# An Introduction to Morphological Operations for Digital Image Text Classification

Before you begin, make sure to follow the article using the Colab notebooks for LineCount and WordCount.

Given a digitalized text document image, a common question one might ask is?

How can we localize and count the number of lines and words in the document? How can we take a digitilized input image like this and count the number of words and lines on it?

To answer this question, we describe a method to localize lines and their respective words in digitized text images. The method is based on digital imagery morphological operations. You can see the word counting results in the cover image.

#### Morphological Image Processing

In summary, a morphological operation is a set of image processing algorithms that acts on image pixels using pre-defined kernels. These kernels, known as structuring elements, define patterns that are used to process images. Bellow, you can see some examples of common structuring elements.
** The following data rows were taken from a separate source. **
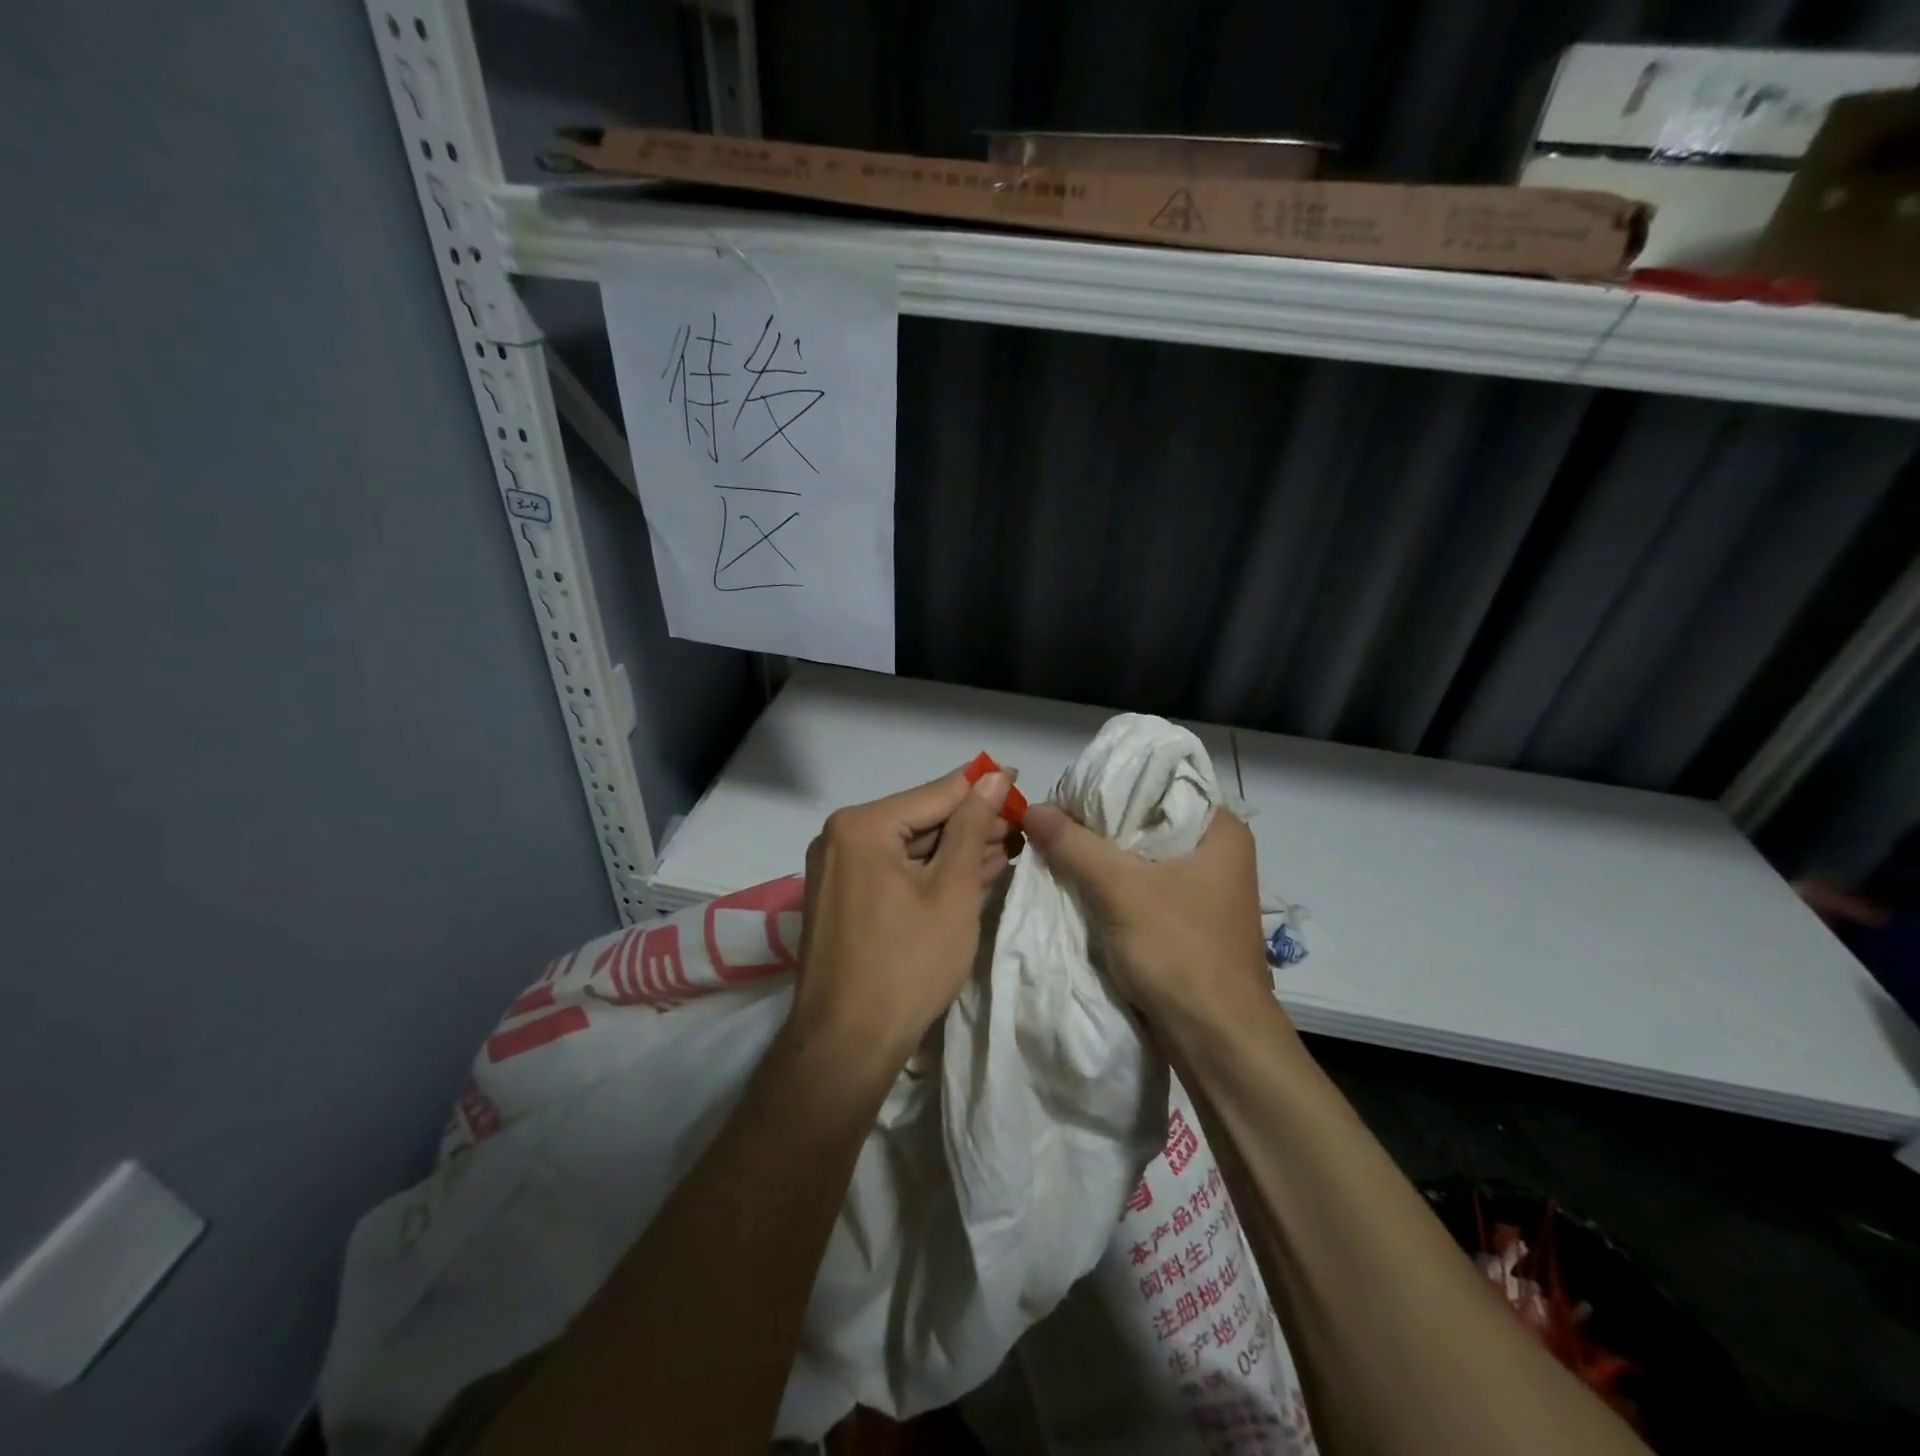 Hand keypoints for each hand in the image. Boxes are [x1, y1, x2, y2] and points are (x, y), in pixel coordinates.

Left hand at [790, 766, 1018, 1063]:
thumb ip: (972, 827)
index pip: (936, 793)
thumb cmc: (907, 964)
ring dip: (957, 849)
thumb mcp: (952, 890)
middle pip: (921, 818)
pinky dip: (931, 873)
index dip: (982, 786)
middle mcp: (841, 837)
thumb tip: (993, 776)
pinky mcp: (843, 897)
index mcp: (862, 825)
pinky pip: (895, 871)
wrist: (847, 1045)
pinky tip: (972, 872)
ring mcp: (838, 869)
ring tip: (1007, 848)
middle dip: (972, 823)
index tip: (1021, 781)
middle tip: (1021, 827)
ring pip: (910, 847)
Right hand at [1023, 802, 1276, 1038]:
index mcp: (1220, 829)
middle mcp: (1216, 851)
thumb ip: (1074, 845)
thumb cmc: (1180, 952)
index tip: (1067, 789)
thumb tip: (1030, 807)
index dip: (1111, 781)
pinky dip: (1111, 882)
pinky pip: (1141, 885)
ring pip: (1140, 854)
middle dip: (1098, 821)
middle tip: (1051, 817)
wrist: (1217, 1042)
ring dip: (1100, 854)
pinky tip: (1075, 880)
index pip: (1160, 782)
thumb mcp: (1120, 890)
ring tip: (1054, 843)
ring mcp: (1202, 887)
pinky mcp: (1186, 918)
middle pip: (1146, 818)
You can imagine these elements as simple matrices. Here, black circles represent the value 1 (foreground). Also, structuring elements are defined based on some local origin (marked as Xs).

The most common morphological operations are dilation and erosion. In both methods, a kernel convolves an image and substitute the target (origin) pixel following a criterion.

Intuitively, erosion has the effect of deteriorating the boundary pixels of foreground elements. We can think of it as expanding the background pixels and reducing the shape of foreground elements.

In short, a pre-defined kernel is passed over the image as a 2D convolution. Then, assuming a binary image, an input pixel will be 1 if all the pixels under the kernel is 1. Otherwise, it gets a 0.

We can also think of erosion as applying a minimum function over the pixels under the kernel. In this way, the output pixel will be the smallest value among all the pixels under the kernel. As we will see shortly, erosion has also the effect of removing white noise.

Dilation acts in the opposite way. It expands the boundaries of foreground elements. As a consequence, it also reduces the number of background pixels. As oppose to erosion, given an input pixel, the output is 1 if at least one of the input pixels (under the kernel) is 1. Otherwise, the output is 0.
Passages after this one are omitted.